What is needed
From the first line to the last, print the data exactly as it appears.

____________

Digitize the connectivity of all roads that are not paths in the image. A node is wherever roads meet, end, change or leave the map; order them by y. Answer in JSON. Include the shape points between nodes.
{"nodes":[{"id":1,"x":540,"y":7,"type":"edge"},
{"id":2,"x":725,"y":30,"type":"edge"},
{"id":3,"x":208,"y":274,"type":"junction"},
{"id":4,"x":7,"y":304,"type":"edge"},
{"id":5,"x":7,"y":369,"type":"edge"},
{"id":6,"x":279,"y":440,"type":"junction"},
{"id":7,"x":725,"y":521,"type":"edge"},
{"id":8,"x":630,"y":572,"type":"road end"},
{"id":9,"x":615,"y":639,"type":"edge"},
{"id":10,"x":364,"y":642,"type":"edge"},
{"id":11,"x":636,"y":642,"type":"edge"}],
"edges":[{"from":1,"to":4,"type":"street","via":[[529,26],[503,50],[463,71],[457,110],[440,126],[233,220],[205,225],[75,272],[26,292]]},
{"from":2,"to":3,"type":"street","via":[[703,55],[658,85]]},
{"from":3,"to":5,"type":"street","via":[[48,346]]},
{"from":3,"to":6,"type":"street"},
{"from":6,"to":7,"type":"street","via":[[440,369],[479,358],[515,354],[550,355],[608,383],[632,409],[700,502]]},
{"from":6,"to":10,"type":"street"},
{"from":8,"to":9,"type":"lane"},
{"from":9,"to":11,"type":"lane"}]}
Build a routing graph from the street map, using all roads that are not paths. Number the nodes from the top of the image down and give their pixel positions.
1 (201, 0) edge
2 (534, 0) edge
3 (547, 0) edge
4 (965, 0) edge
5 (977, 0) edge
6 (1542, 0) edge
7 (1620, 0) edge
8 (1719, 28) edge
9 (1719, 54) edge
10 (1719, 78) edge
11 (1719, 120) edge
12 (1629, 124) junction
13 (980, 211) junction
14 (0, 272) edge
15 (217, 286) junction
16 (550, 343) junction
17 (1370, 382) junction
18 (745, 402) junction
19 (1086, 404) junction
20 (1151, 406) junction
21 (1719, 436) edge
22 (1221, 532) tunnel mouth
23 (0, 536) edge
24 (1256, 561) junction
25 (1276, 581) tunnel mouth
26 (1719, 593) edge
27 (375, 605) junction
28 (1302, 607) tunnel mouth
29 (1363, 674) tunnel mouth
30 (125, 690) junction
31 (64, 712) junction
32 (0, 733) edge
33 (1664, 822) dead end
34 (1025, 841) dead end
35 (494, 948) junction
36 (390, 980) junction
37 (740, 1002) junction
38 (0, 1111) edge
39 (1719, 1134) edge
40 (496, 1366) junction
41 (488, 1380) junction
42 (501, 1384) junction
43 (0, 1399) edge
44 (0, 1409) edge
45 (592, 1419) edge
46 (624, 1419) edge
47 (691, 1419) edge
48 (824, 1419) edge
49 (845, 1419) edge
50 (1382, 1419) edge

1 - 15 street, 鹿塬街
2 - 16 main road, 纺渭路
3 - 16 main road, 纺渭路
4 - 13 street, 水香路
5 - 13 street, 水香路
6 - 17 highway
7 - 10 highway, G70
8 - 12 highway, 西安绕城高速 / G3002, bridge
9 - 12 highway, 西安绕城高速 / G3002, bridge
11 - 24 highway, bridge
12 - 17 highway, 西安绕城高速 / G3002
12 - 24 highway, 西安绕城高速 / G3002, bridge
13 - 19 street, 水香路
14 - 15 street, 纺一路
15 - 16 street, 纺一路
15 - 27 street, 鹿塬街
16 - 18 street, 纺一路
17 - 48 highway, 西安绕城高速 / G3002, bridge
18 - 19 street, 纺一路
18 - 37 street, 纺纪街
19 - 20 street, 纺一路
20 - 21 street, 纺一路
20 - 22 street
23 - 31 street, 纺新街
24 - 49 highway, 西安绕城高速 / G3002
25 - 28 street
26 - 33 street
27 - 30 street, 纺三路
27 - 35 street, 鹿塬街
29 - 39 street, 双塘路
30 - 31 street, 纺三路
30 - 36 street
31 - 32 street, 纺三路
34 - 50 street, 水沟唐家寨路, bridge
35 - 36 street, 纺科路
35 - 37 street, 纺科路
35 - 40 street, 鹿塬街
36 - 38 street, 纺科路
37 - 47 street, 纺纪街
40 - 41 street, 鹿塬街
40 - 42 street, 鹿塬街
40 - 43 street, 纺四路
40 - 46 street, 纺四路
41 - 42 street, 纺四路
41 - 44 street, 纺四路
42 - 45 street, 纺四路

____________

Solution to this exercise
Digitize the connectivity of all roads that are not paths in the image. A node is wherever roads meet, end, change or leave the map; order them by y. Answer in JSON. Include the shape points between nodes.
{"nodes":[{"id":1,"x":540,"y":7,"type":"edge"},
{"id":2,"x":725,"y":30,"type":"edge"},
{"id":3,"x":208,"y":274,"type":"junction"},
{"id":4,"x":7,"y":304,"type":"edge"},
{"id":5,"x":7,"y":369,"type":"edge"},
{"id":6,"x":279,"y":440,"type":"junction"},
{"id":7,"x":725,"y":521,"type":"edge"},
{"id":8,"x":630,"y":572,"type":"road end"},
{"id":9,"x":615,"y":639,"type":"edge"},
{"id":10,"x":364,"y":642,"type":"edge"},
{"id":11,"x":636,"y":642,"type":"edge"}],
"edges":[{"from":1,"to":4,"type":"street","via":[[529,26],[503,50],[463,71],[457,110],[440,126],[233,220],[205,225],[75,272],[26,292]]},
{"from":2,"to":3,"type":"street","via":[[703,55],[658,85]]},
{"from":3,"to":5,"type":"street","via":[[48,346]]},
{"from":3,"to":6,"type":"street"},
{"from":6,"to":7,"type":"street","via":[[440,369],[479,358],[515,354],[550,355],[608,383],[632,409],[700,502]]},
{"from":6,"to":10,"type":"street"},
{"from":8,"to":9,"type":"lane"},
{"from":9,"to":11,"type":"lane"}]}
Build a routing graph from the street map, using all roads that are not paths. Number the nodes from the top of the image down and give their pixel positions.
1 (201, 0) edge
2 (534, 0) edge
3 (547, 0) edge
4 (965, 0) edge
5 (977, 0) edge
6 (1542, 0) edge
7 (1620, 0) edge
8 (1719, 28) edge
9 (1719, 54) edge
10 (1719, 78) edge
11 (1719, 120) edge
12 (1629, 124) junction
13 (980, 211) junction
14 (0, 272) edge
15 (217, 286) junction
16 (550, 343) junction
17 (1370, 382) junction
18 (745, 402) junction
19 (1086, 404) junction
20 (1151, 406) junction
21 (1719, 436) edge
22 (1221, 532) tunnel mouth
23 (0, 536) edge
24 (1256, 561) junction
25 (1276, 581) tunnel mouth
26 (1719, 593) edge
27 (375, 605) junction
28 (1302, 607) tunnel mouth
29 (1363, 674) tunnel mouth
30 (125, 690) junction
31 (64, 712) junction
32 (0, 733) edge
33 (1664, 822) dead end
34 (1025, 841) dead end
35 (494, 948) junction
36 (390, 980) junction
37 (740, 1002) junction
38 (0, 1111) edge
39 (1719, 1134) edge
40 (496, 1366) junction
41 (488, 1380) junction
42 (501, 1384) junction
43 (0, 1399) edge
44 (0, 1409) edge
45 (592, 1419) edge
46 (624, 1419) edge
47 (691, 1419) edge
48 (824, 1419) edge
49 (845, 1419) edge
50 (1382, 1419) edge

1 - 15 street, 鹿塬街
2 - 16 main road, 纺渭路
3 - 16 main road, 纺渭路
4 - 13 street, 水香路
5 - 13 street, 水香路
6 - 17 highway
7 - 10 highway, G70
8 - 12 highway, 西安绕城高速 / G3002, bridge
9 - 12 highway, 西安绕城高速 / G3002, bridge
11 - 24 highway, bridge
12 - 17 highway, 西安绕城高速 / G3002
12 - 24 highway, 西安绕城高速 / G3002, bridge
13 - 19 street, 水香路
14 - 15 street, 纺一路
15 - 16 street, 纺一路
15 - 27 street, 鹿塬街
16 - 18 street, 纺一路
17 - 48 highway, 西安绕城高速 / G3002, bridge
18 - 19 street, 纺一路
18 - 37 street, 纺纪街
19 - 20 street, 纺一路
20 - 21 street, 纺一路
20 - 22 street
23 - 31 street, 纺新街
24 - 49 highway, 西安绕城高速 / G3002
25 - 28 street
26 - 33 street
27 - 30 street, 纺三路
27 - 35 street, 鹿塬街
29 - 39 street, 双塘路
30 - 31 street, 纺三路
30 - 36 street
31 - 32 street, 纺三路
34 - 50 street, 水沟唐家寨路, bridge
35 - 36 street, 纺科路
35 - 37 street, 纺科路
35 - 40 street, 鹿塬街
36 - 38 street, 纺科路
37 - 47 street, 纺纪街
40 - 41 street, 鹿塬街
40 - 42 street, 鹿塬街
40 - 43 street, 纺四路
40 - 46 street, 纺四路
41 - 42 street, 纺四路
41 - 44 street, 纺四路
42 - 45 street, 纺四路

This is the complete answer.